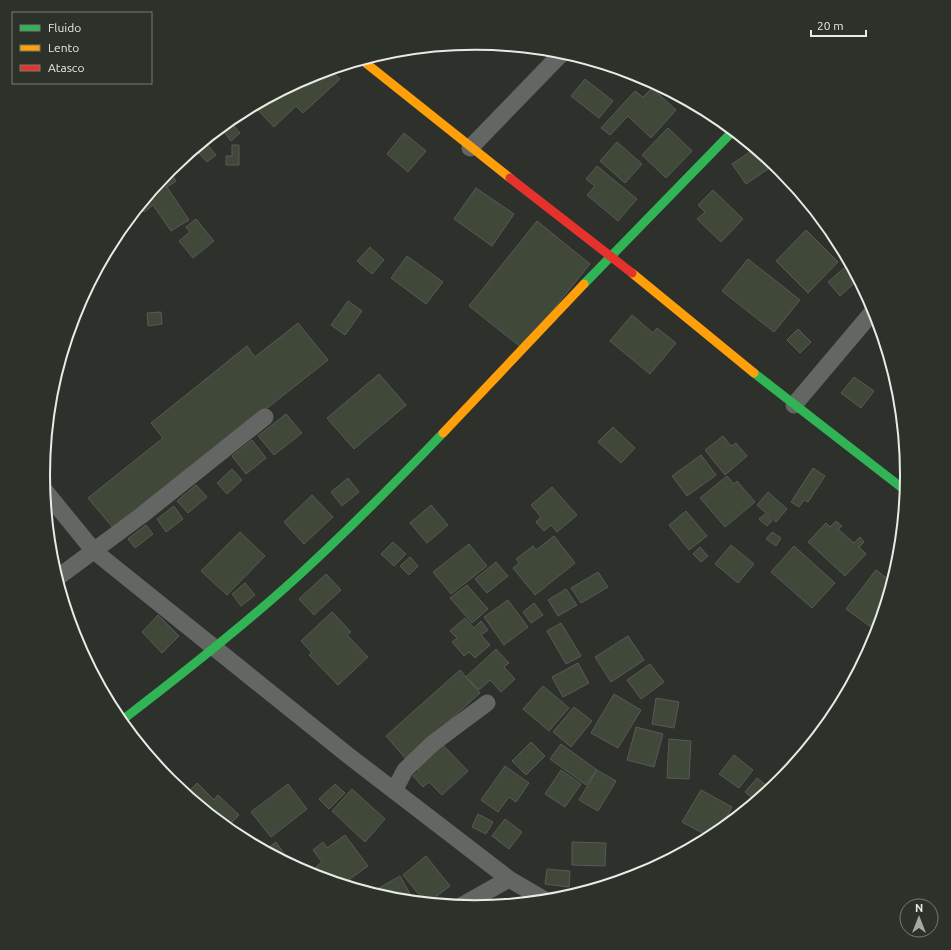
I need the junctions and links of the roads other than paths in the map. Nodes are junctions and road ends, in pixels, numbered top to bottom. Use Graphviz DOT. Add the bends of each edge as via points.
graph roads {
  1 [pos="557,58"];
  2 [pos="366,64"];
  3 [pos="730,134"];
  4 [pos="470,148"];
  5 [pos="611,256"];
  6 [pos="870,315"];
  7 [pos="794,405"];
  8 [pos="265,417"];
  9 [pos="901,487"];
  10 [pos="51,498"];
  11 [pos="94,551"];
  12 [pos="62,575"];
  13 [pos="215,648"];
  14 [pos="487,703"];
  15 [pos="126,717"];
  16 [pos="394,791"];
  17 [pos="509,879"];
  18 [pos="537,895"];
  19 [pos="472,900"];
  1 -- 4 [label="street"];
  2 -- 4 [label="street"];
  3 -- 5 [label="street"];
  4 -- 5 [label="street"];
  5 -- 7 [label="street"];
  5 -- 13 [label="street" via="408,469 297,577"];
  6 -- 7 [label="street"];
  7 -- 9 [label="street"];
  8 -- 11 [label="street" via="142,516"];
  10 -- 11 [label="street"];
  11 -- 12 [label="street"];
  11 -- 13 [label="street"];
  13 -- 15 [label="street"];
  13 -- 16 [label="street"];
  14 -- 16 [label="street" via="432,744 405,770"];
  16 -- 17 [label="street"];
  17 -- 18 [label="street"];
  17 -- 19 [label="street"];
}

———

In the copy, include no pictures; everything else in the material should be written out exactly.

I need the junctions and links of the roads other than paths in the map. Nodes are junctions and road ends, in pixels, numbered top to bottom. Use Graphviz DOT. Add the bends of each edge as via points.
graph roads {
  1 [pos="557,58"];
  2 [pos="366,64"];
  3 [pos="730,134"];
  4 [pos="470,148"];
  5 [pos="611,256"];
  6 [pos="870,315"];
  7 [pos="794,405"];
  8 [pos="265,417"];
  9 [pos="901,487"];
  10 [pos="51,498"];
  11 [pos="94,551"];
  12 [pos="62,575"];
  13 [pos="215,648"];
  14 [pos="487,703"];
  15 [pos="126,717"];
  16 [pos="394,791"];
  17 [pos="509,879"];
  18 [pos="537,895"];
  19 [pos="472,900"];
  1 -- 4 [label="street"];
  2 -- 4 [label="street"];
  3 -- 5 [label="street"];
  4 -- 5 [label="street"];
  5 -- 7 [label="street"];
  5 -- 13 [label="street" via="408,469 297,577"];
  6 -- 7 [label="street"];
  7 -- 9 [label="street"];
  8 -- 11 [label="street" via="142,516"];
  10 -- 11 [label="street"];
  11 -- 12 [label="street"];
  11 -- 13 [label="street"];
  13 -- 15 [label="street"];
  13 -- 16 [label="street"];
  14 -- 16 [label="street" via="432,744 405,770"];
  16 -- 17 [label="street"];
  17 -- 18 [label="street"];
  17 -- 19 [label="street"];
}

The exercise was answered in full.